*** Opening of SUPPLIED MATERIAL ***

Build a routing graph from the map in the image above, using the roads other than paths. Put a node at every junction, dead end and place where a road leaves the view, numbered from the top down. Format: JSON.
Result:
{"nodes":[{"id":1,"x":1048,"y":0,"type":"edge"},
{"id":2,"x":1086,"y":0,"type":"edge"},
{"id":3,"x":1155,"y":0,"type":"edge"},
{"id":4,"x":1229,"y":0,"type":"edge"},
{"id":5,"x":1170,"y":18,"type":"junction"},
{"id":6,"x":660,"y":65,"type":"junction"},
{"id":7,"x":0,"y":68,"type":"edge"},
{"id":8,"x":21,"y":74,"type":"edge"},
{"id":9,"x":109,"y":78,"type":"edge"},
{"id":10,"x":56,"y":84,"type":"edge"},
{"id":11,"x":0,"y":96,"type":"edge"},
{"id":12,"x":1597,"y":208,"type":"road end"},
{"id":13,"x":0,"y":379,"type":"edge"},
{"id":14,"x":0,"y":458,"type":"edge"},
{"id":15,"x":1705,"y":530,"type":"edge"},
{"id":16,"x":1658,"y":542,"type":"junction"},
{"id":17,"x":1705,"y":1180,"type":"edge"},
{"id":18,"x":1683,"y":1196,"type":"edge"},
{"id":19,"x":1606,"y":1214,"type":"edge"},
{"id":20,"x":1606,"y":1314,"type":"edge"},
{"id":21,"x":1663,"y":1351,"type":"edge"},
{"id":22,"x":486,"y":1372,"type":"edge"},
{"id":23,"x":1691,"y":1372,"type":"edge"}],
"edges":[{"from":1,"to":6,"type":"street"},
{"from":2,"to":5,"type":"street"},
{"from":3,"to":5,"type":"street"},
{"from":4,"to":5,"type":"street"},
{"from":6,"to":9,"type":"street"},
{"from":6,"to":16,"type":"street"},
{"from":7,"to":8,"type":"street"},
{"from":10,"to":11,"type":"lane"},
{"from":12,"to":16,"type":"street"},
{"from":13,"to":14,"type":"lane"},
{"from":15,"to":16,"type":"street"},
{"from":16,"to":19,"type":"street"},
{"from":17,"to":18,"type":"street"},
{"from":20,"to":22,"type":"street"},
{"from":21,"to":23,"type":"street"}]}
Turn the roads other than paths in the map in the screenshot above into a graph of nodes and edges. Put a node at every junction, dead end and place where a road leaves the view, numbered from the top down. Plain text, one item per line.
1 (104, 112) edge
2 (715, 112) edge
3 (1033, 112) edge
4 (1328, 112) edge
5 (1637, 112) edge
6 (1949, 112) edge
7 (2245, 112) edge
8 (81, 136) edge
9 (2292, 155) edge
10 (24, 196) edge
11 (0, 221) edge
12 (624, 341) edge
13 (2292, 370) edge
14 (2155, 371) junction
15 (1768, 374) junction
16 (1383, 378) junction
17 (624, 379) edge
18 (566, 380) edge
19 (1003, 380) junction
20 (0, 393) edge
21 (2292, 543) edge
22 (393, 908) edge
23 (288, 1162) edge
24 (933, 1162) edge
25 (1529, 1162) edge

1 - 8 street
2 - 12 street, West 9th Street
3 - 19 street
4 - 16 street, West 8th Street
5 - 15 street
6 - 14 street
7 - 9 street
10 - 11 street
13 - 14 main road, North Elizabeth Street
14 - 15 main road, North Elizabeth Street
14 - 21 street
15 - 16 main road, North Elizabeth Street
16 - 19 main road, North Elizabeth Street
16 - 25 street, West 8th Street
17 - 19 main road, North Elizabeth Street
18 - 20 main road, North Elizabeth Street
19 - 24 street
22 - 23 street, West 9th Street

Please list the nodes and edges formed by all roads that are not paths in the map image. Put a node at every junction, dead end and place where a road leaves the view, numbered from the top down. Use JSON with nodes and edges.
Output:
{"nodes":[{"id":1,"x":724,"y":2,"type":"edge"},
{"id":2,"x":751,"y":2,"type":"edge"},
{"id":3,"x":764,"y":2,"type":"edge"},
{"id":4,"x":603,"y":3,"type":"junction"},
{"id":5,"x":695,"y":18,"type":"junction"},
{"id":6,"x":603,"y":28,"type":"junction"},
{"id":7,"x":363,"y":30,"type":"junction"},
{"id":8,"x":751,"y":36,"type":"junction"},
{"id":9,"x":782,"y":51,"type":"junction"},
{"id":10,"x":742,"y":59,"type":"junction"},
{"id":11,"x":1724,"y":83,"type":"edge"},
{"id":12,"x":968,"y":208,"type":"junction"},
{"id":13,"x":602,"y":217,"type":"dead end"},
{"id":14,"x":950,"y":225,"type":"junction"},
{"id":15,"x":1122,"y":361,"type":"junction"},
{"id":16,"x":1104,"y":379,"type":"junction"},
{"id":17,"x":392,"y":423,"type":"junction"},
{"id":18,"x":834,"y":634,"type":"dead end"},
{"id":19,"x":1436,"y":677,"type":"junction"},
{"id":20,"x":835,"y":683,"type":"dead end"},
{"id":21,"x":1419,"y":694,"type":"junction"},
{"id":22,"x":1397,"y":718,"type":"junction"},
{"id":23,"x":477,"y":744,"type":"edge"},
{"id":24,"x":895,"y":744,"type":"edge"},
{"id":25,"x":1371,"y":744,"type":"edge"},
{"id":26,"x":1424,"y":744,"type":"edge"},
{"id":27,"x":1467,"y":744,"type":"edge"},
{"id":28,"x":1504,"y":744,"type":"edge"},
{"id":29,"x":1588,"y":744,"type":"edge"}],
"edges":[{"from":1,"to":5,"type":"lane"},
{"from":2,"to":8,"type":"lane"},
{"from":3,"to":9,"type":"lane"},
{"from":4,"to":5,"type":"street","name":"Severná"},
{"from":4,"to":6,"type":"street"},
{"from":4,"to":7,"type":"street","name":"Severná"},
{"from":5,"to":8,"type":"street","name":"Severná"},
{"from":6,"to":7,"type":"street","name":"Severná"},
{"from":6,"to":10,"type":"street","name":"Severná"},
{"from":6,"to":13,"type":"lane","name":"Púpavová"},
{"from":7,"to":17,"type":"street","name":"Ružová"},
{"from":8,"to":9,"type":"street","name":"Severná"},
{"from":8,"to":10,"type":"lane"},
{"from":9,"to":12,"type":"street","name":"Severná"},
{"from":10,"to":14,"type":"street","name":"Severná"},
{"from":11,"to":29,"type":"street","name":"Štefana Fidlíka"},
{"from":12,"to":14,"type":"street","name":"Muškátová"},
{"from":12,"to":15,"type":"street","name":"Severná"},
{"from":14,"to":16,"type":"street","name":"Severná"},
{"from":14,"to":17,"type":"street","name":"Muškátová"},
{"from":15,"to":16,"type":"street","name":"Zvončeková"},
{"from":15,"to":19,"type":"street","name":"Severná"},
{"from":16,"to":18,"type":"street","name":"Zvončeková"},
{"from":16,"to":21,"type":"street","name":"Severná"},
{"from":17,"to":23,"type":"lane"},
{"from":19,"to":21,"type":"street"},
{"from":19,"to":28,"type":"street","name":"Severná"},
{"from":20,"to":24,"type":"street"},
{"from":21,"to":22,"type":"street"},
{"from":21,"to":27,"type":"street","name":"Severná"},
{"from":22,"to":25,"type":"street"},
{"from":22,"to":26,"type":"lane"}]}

*** Close of SUPPLIED MATERIAL ***

# [TASK TO COMPLETE]
What is the number of lines in the data that hold the word "graph"? Reply with that number and nothing else.

# [TASK ANSWER]
2